For accountants at Gurian CPA, a Dallas CPA firm that serves small businesses, January through mid-April is tax season. It is also tax penalty season. Like many CPA firms, Gurian gets plenty of calls this time of year from frustrated business owners hoping to get professional help so that they do not end up paying the same penalties they paid the previous year.
The IRS perspective allows very little room for compassion when it comes time to enforce tax laws. Get it wrong and a business faces significant penalties. The three penalties most commonly assessed against small businesses are discussed below.
1. The Late Payment/Filing
Though penalties for filing and paying late are assessed separately, they are often lumped together because the two problems typically go hand-in-hand. A business files its taxes late, then subsequently pays late as well. It happens every spring.
The penalty for late filing is 5% per month up to a maximum of 25% of the taxpayer’s total tax liability. Paying late incurs a penalty of 0.5% monthly up to a maximum of 25%. Neither number may seem all that big, but the penalties quickly add up over time.
The best way to avoid these penalties is to file and pay on time. That’s obvious. But things happen. The government understands that, which is why they allow taxpayers to file for extensions. An extension gives a business more time to get its financial house in order before filing. Having said that, an extension does not apply to paying. Taxpayers who file for an extension are still required to pay what they think owe on time.
The IRS does offer a first-time penalty abatement for businesses that fail to file and pay on time. You have to ask for it, and it can only be used once. In addition, the IRS will occasionally show lenience when circumstances out of a business owner’s control get in the way of filing and paying on time. It never hurts to ask.
2. Under Paying Estimated Taxes
Small business owners and contractors are required to pay estimated taxes every quarter. Under paying those taxes could result in a penalty when filing the annual return. As for the size of the penalty, it is determined by the amount of tax still due, when it is eventually paid, and the current interest rate at the time the penalty is assessed.

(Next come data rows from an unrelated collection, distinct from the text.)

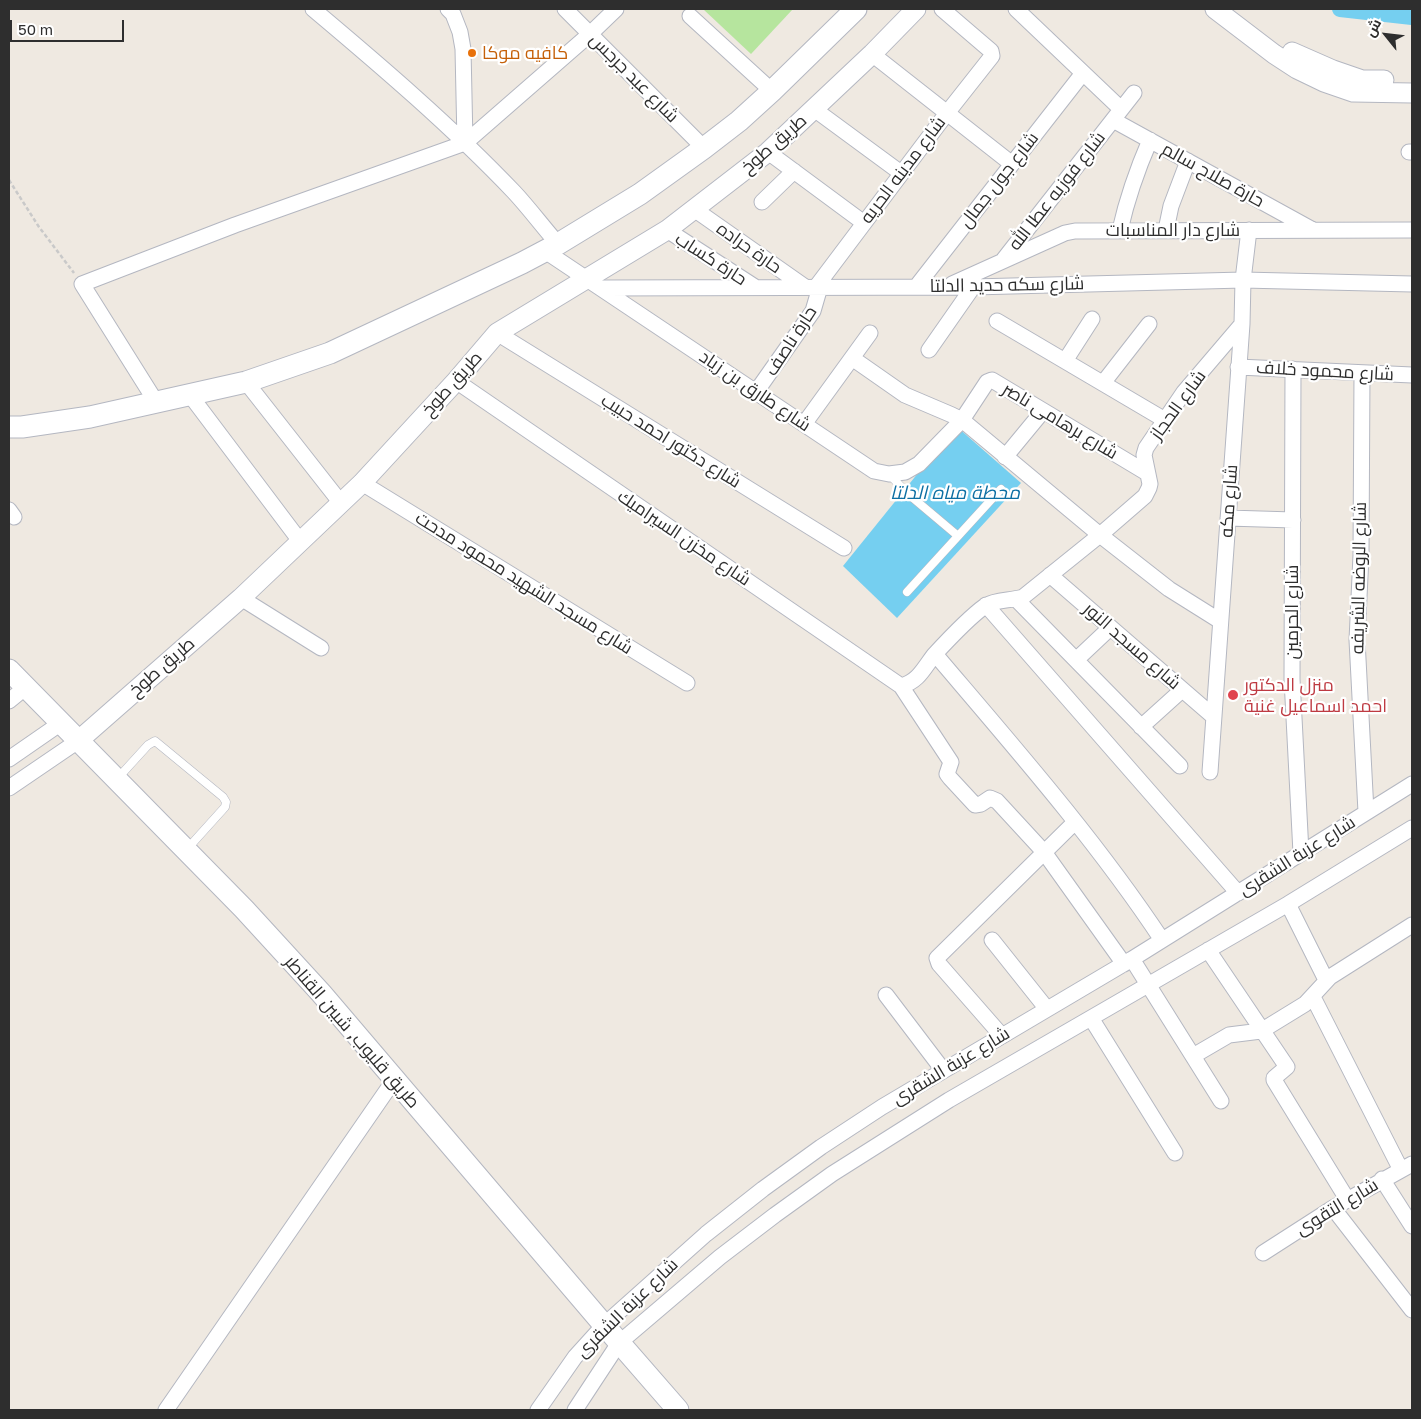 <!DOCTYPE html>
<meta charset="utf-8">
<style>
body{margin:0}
#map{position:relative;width:1421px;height:1419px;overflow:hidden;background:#efe9e1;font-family:"Golos Text",Cairo,sans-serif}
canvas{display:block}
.frame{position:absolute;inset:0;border:10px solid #2e2e2e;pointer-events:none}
.north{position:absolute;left:1361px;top:10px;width:50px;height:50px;-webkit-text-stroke:4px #fff;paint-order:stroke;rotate:299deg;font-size:14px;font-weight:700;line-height:20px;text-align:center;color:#2e2e2e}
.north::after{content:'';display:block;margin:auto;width:18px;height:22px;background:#2e2e2e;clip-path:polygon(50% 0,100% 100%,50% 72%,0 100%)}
.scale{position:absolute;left:10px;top:20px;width:114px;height:22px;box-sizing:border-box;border:2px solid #2e2e2e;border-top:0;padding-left:6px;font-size:15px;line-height:18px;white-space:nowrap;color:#2e2e2e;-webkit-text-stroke:4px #fff;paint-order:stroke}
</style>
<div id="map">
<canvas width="1421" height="1419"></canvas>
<div class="frame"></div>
<div class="north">ش</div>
<div class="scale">50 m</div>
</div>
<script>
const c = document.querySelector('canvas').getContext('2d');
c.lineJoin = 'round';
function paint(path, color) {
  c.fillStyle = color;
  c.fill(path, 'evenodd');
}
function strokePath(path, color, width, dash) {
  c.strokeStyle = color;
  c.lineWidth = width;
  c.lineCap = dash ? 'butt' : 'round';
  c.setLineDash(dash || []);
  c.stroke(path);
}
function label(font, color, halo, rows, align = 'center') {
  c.font = font + ' "Golos Text",Cairo,sans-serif';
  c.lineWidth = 4.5;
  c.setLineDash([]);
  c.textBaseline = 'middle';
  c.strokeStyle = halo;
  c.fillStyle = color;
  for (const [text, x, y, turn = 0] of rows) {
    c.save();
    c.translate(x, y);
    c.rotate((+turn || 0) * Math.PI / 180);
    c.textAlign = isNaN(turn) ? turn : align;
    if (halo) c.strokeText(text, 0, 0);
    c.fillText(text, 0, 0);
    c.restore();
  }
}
const green = new Path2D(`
 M703 9H793L751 54Z`);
const water = new Path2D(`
 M956 426 1021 483 897 618 843 566Z`);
const canal = new Path2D(`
 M1340 9 1412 17`);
const path = new Path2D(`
 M9 180 39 227 74 273`);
const service = new Path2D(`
 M889 474 907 493 958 536
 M907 592 1001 489
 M117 779 148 745 155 741 223 797 226 802 225 807 188 848`);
const minor = new Path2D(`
 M313 9C382 67 451 126 514 192 529 208 543 227 558 244
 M448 9 453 14 460 32 463 49 465 143
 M565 9 704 148
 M1016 9 1121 109
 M690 16 772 91
 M872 54 1012 164
 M814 109 901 173
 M1113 120 1313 230
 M768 152 864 223
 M1409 152H1412
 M762 202 794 171
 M694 209 805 287
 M667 230 755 287
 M1120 230C1127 199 1137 170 1150 140
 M1166 230 1171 206 1188 161
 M545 251 874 471 889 474 905 472 919 464 962 420 987 382 992 380 1147 473
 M1004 259 1134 93
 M952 284 1065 233 1075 231 1412 230
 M816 287 947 113 992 56 991 51 942 9
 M916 287 1083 73
 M602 288 973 287 1243 280 1412 284
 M997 321 1165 420
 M497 333 844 548
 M929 350 973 287
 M852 358 905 395 952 415 962 420 1100 535 1169 589 1220 621
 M1065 361 1092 319
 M1238 367 1412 375
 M1293 369 1292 679 1301 853
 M1362 373 1361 555 1357 640 1366 812
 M456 381 901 686C918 682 924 668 934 655 946 642 971 616 985 606 996 599 1010 601 1023 597L1100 535 1145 496 1149 488 1150 484 1144 455 1146 448 1184 392 1242 324
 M246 382 341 503
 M1103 383 1149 324
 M756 392 813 311 820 287
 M190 395 300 541
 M156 402 82 284 235 225 465 143 590 34 616 9
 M804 424 870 333
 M1005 457 1043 411
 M362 483 687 683
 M9 510 14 517
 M1228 518 1293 520
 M1050 575 1214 717
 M241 598 321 648
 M1016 599 1180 766
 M986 605 1238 893
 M935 654C1014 747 1095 839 1162 940
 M1076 660 1110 628
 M901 686 951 762 947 774 950 778 975 805 981 804 990 798 997 801 1044 852 1124 964
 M9 701 26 687
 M1141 727 1182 690
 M9 759 61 723
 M1210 772 1242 324 1243 280 1249 230
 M9 788 78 741
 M1288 904 1326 980
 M992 940 1047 1009
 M1208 950 1287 1067 1274 1078V1080L1347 1199
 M1132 959 1221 1101
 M886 995 943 1070
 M1313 997 1401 1170
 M1091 1018 1175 1153
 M1002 1036 939 964 937 958 1075 822
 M1193 1056 1229 1035 1261 1031 1305 1004 1330 977 1412 925
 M1382 1179 1412 1226
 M1333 1208 1412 1310
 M1263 1253 1333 1208 1412 1164
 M166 1410 394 1080
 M538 1410 575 1357 604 1325 706 1234 763 1189 821 1147 882 1107 1132 959 1412 784
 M575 1410 619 1343 720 1257 775 1215 832 1174 949 1100 1288 904 1412 828`);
const tertiary = new Path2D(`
 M1215 9 1274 54 1297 69 1324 82 1353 92 1412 93
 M1292 52 1333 70 1362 80H1384
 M78 741 241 598 362 483 456 381 497 333 667 230 768 152 872 54 916 9`);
const secondary = new Path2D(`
 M9 427H22L90 417 246 382 330 353 522 263 558 244 640 194 704 148 739 121 772 91 856 9
 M9 670 244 909 321 993 604 1325 678 1410`);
const markers = [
 [472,53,5,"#e8710a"],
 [1233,695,6,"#e0444e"]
];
const foodNames = [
 ["كافيه موكا",482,53]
];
const streetNames = [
 ["شارع عبد جرجس",634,78,45],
 ["طريق طوخ",774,144,-41],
 ["شارع مدينه الحريه",903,170,-53],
 ["حارة صلاح سالم",1213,175,29],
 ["شارع جول جمال",999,180,-52],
 ["شارع فوزيه عطا الله",1057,191,-52],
 ["شارع دار المناسبات",1173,230],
 ["حارة حراده",749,248,35],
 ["حارة كساب",711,259,33],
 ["شارع سكه حديد الدلتا",1007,285,-1],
 ["حارة ناصف",791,341,-57],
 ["شارع محمود خلاف",1325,371,3],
 ["طريق طوخ",452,384,-48],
 ["شارع طارق بن زياد",755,391,34],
 ["شارع الحجاز",1178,405,-54],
 ["شارع برهامى ناصر",1060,421,31],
 ["شارع دكتور احمد حبيب",671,441,32],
 ["شارع مكه",1229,501,-86],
 ["شارع مخزن السيراميك",684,538,34],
 ["شارع الروضه الشريفه",1359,578,-89],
 ["شارع مسجد الشهيد محمود مدحت",524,583,32],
 ["شارع الحرمين",1292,612,-90],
 ["شارع مسجد النور",1132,646,41],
 ["طريق طوخ",162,667,-41],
 ["شارع عزبة الشقرى",1297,856,-32],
 ["طريق قليوب, شبين القناطر",352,1032,49],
 ["شارع عزبة الشقرى",951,1066,-31],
 ["شارع التقوى",1337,1207,-31],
 ["شارع عزبة الشقرى",627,1308,-44]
];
const healthNames = [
 ["منزل الدكتور",1244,685],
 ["احمد اسماعيل غنية",1244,706]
];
const waterNames = [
 ["محطة مياه الدلتا",955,493]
];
paint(green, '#b6e59e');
paint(water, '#75cff0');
strokePath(canal, '#75cff0', 16);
strokePath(service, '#b4b7c1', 9);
strokePath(minor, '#b4b7c1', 17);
strokePath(tertiary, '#b4b7c1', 21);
strokePath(secondary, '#b4b7c1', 23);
strokePath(path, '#c9c9c9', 2.5, [4, 2.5]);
strokePath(service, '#fff', 8);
strokePath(minor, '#fff', 15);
strokePath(tertiary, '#fff', 19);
strokePath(secondary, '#fff', 21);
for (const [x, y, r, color] of markers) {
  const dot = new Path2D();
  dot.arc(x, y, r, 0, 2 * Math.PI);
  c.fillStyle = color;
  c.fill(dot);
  strokePath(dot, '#fff', 2);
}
label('18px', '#c56008', '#fff', foodNames, 'left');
label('18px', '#2e2e2e', '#fff', streetNames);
label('18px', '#be3a42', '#fff', healthNames, 'left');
label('italic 19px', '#0d6fa3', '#fff', waterNames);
</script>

There are two ways to avoid this penalty. First is to overestimate taxes so that you pay more into the system then you realistically have to. You would get a refund at tax time like everyone else. The second option is to make quarterly payments that, combined, equal your total tax liability from the previous year. Making the payments on time means no penalty for underpayment – but only if you pay the difference by April 15.
3. ACA Penalties
Finally, sole proprietors could still be penalized this year for not having qualifying health insurance in 2018. This is the last year of this penalty, so there is no need to discuss it in any more detail. Suffice it to say that the only way to get out of paying it is to prove that you did not maintain qualifying health insurance in 2018 because it was not affordable in your region of the country and you didn’t qualify for government subsidies.
Yes, it is tax time again. It is also tax penalty season as well. Using a CPA to help you keep track of business finances and taxes is the best way to avoid penalties in the future.